Allan Cameron · Answer 1 · 2020-10-04T14:47:25.020

0

Only one of the entries in URL contains multiple fields in the query string, and the first one doesn't contain any. You can't really make a data frame from the example in the question, but you can make a list of named vectors containing the fields in the query string like this:

queries <- sapply(strsplit(sapply(strsplit(URL, "query_string="), 
                           `[`, 2), " \\|"), `[`, 1)

lapply(strsplit(queries, "\\&|="), function(x) 
  setNames(x[seq(length(x)/2) * 2], x[seq(length(x)/2) * 2 - 1]))
#> [[1]]
#> null 
#>   NA 
#> 
#> [[2]]
#>                       gclid 
#> "Lxi6sNo-A17RohDAcQgvD_fw4" 
#> 
#> [[3]]
#>    utm_source    utm_medium  utm_campaign   utm_content 
#>          "fb"         "ctw" "abcPant_rem"   "PantShirt"
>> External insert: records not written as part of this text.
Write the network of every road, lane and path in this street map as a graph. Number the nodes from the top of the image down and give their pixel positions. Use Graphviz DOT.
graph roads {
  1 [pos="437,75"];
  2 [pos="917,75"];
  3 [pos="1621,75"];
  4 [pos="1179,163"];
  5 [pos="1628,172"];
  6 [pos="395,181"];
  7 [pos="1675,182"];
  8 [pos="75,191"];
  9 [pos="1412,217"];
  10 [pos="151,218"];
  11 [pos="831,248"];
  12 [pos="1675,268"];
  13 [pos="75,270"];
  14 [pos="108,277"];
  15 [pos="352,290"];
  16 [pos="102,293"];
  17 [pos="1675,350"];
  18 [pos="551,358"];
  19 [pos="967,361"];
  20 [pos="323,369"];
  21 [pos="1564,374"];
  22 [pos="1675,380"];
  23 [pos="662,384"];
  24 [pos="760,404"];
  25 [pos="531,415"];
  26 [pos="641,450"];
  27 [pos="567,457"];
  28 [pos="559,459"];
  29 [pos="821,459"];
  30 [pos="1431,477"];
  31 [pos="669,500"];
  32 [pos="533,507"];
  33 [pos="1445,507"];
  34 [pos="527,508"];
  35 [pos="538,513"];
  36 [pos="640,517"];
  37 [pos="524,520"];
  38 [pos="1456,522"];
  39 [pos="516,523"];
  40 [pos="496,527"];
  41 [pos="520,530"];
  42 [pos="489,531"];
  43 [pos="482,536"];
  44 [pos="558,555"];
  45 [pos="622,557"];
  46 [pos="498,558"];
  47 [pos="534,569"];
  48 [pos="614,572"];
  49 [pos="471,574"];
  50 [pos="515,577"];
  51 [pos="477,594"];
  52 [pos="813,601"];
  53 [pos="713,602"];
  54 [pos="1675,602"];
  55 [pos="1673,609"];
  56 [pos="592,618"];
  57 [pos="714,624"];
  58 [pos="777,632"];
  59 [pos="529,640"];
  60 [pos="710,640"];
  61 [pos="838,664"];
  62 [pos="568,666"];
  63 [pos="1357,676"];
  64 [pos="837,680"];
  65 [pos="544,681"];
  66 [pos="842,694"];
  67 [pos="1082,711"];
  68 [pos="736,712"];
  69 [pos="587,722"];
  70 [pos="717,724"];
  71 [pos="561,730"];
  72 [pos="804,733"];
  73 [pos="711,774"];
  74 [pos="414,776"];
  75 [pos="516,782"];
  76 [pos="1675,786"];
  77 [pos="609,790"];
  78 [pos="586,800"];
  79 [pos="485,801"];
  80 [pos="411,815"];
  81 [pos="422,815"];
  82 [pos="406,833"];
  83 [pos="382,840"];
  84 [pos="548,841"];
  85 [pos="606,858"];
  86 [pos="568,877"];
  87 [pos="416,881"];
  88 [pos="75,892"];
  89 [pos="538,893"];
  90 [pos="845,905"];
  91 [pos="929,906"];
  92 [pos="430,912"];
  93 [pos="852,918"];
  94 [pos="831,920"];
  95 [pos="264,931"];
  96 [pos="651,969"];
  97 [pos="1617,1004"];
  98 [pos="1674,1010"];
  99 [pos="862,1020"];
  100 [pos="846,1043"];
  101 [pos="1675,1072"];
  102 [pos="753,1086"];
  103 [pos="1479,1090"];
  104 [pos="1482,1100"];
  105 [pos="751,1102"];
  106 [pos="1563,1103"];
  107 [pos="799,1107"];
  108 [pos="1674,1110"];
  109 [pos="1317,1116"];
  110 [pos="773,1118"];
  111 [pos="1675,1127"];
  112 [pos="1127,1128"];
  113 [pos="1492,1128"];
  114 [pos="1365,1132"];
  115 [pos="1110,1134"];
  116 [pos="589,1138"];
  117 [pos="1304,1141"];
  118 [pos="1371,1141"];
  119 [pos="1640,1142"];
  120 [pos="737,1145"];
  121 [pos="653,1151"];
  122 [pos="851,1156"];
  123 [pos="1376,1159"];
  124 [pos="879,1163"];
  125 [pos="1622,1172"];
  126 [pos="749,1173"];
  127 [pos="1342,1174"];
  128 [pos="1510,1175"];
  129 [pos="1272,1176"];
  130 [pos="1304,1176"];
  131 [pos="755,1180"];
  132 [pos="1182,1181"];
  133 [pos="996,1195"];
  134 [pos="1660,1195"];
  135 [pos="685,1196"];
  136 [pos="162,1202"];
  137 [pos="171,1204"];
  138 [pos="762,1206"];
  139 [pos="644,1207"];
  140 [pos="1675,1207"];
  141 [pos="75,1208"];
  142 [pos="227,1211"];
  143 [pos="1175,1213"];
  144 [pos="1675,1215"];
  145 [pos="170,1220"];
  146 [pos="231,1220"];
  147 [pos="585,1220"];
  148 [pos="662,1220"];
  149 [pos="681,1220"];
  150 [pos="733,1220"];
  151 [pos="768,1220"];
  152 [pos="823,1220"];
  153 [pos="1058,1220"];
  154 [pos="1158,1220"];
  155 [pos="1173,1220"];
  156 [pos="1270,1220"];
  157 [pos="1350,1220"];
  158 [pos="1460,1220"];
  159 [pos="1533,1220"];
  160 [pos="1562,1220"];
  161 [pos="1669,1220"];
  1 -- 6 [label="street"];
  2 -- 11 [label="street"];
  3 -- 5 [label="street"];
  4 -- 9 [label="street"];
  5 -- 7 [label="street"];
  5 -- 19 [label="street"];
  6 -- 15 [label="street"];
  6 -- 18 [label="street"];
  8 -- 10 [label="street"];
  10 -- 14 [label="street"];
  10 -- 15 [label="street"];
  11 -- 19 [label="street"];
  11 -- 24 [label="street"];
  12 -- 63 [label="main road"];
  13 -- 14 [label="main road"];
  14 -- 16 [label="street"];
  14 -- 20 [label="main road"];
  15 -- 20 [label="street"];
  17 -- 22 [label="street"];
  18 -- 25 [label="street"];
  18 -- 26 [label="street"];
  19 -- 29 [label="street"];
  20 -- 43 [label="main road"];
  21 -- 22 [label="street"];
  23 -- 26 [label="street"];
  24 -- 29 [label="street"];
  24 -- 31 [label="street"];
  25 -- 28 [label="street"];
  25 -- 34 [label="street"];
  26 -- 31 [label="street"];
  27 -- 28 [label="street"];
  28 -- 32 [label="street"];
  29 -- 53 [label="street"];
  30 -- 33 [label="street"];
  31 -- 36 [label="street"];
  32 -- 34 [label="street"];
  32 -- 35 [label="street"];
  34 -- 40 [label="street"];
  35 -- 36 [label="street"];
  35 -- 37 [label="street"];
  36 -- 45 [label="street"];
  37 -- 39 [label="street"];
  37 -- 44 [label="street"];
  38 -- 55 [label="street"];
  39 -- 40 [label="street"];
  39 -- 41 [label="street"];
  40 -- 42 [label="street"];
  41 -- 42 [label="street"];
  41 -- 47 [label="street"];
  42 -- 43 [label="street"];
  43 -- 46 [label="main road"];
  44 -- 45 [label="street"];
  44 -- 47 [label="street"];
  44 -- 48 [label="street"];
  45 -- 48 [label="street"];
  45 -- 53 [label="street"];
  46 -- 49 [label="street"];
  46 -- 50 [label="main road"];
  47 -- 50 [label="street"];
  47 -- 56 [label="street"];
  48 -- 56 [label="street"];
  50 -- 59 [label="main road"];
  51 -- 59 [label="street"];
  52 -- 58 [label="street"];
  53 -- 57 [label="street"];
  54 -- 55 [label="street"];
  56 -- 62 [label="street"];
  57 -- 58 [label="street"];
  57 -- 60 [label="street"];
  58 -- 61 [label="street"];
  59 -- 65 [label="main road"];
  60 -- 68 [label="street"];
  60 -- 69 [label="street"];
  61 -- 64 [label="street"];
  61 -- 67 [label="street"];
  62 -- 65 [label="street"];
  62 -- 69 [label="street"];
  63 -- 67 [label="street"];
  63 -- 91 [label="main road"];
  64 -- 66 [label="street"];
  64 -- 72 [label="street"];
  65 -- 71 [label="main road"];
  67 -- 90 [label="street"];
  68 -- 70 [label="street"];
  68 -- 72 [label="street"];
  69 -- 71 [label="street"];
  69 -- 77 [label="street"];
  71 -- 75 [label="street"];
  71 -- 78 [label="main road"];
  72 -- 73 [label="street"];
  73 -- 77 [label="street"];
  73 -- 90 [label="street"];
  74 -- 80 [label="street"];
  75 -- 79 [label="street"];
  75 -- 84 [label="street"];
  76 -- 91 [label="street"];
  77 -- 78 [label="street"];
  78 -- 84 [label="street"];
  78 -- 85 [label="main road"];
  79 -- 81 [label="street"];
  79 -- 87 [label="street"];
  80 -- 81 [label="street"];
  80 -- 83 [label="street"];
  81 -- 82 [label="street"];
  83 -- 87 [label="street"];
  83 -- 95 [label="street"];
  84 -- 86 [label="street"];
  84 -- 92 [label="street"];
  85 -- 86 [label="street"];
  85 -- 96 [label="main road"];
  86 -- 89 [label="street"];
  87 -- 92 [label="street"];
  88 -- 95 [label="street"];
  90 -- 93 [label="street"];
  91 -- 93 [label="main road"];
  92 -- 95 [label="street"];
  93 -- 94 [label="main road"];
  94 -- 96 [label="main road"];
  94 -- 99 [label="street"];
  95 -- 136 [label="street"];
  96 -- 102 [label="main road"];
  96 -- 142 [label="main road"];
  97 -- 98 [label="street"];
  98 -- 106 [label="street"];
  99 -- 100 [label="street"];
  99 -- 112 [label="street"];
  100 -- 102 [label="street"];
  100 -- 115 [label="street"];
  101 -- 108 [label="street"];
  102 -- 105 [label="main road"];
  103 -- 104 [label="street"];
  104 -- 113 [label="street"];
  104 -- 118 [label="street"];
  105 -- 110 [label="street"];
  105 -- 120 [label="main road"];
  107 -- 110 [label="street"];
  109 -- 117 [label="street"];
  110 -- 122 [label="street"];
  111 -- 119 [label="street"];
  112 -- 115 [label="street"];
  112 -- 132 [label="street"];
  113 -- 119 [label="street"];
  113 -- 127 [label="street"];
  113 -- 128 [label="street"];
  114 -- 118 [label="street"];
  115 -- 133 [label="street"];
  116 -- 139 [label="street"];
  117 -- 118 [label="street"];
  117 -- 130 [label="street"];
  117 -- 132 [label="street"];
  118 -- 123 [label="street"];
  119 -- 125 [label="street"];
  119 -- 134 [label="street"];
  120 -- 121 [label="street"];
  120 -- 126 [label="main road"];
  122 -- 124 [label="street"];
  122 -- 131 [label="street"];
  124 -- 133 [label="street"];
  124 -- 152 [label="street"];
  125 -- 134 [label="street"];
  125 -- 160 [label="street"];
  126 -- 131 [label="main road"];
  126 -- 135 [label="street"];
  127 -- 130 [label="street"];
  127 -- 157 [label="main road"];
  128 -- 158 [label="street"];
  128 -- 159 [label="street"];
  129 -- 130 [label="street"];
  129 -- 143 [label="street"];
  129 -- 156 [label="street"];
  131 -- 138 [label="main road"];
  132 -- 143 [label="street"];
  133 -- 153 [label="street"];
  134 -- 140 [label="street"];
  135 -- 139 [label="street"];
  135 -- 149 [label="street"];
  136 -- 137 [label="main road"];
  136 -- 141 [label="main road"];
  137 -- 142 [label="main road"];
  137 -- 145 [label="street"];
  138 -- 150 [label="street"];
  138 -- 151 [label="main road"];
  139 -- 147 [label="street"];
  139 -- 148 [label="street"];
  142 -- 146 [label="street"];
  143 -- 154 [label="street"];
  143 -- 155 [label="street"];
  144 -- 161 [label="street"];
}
edited Oct 04 '20 at 14:47

answered Sep 28 '20 at 12:14

Allan Cameron

147,086
7
49
87

I used the first command which is fields=strsplit...but getting the below error In charToRaw(URL) : argument should be a character vector of length 1 all but the first element will be ignored – anonymus Sep 28 '20 at 12:30
@anonymus that doesn't make any sense. Is `url` a character vector? – Allan Cameron Sep 28 '20 at 13:24
Its a column consisting of multiple URLs. I am still getting an error.So if my data is stored in Mydata and the URL column inside Mydata is MyURL then I have replaced your command as fields <- strsplit(URLdecode(URL =Mydata$MyURL), "&|=")[[1]][-1] – anonymus Sep 29 '20 at 21:45
Any answer @Allan – anonymus Sep 30 '20 at 12:41
@anonymous it seems as though URLdecode doesn't like vectorized input. Do you get a correct result with `Mydata$MyURL[1]`? – Allan Cameron Sep 30 '20 at 12:49
USed what you have mentioned but in the second seq code getting this error Error in names(object) <- nm : 'names' attribute [1] must be the same length as the vector [0] – anonymus Oct 01 '20 at 05:21
not getting the solution using this..I am still stuck here – anonymus Oct 03 '20 at 16:20
can you please help with this? – anonymus Oct 04 '20 at 09:38
@anonymus Could you maybe edit your question to include the result of `dput(mydata)`? I'm sure I could get it to work if you did that. – Allan Cameron Oct 04 '20 at 11:15
@anonymus see my update. With the data you have, the fields in the query strings are all different. You can't make a useful data frame out of them. – Allan Cameron Oct 04 '20 at 14:48
@anonymus You must misunderstand me. I'm not saying that I can't find a solution, I'm saying that all your URLs have different fields, so it wouldn't make sense to put them in a data frame. In the first row for example, when the query string is `null`, what would you put in the columns `utm_medium`, `utm_source` etc? You _could_ put them in a dataframe by having all the fields from each url as column headers, but for the URL object in your question, this would be pointless. There _is_ no remaining problem - your data is what it is. – Allan Cameron Oct 04 '20 at 19:24
Understood @AllanCameron – anonymus Oct 04 '20 at 19:34

score 0 · Answer 2 · answered Sep 28 '20 at 12:32

Here's a regex solution using the URL provided.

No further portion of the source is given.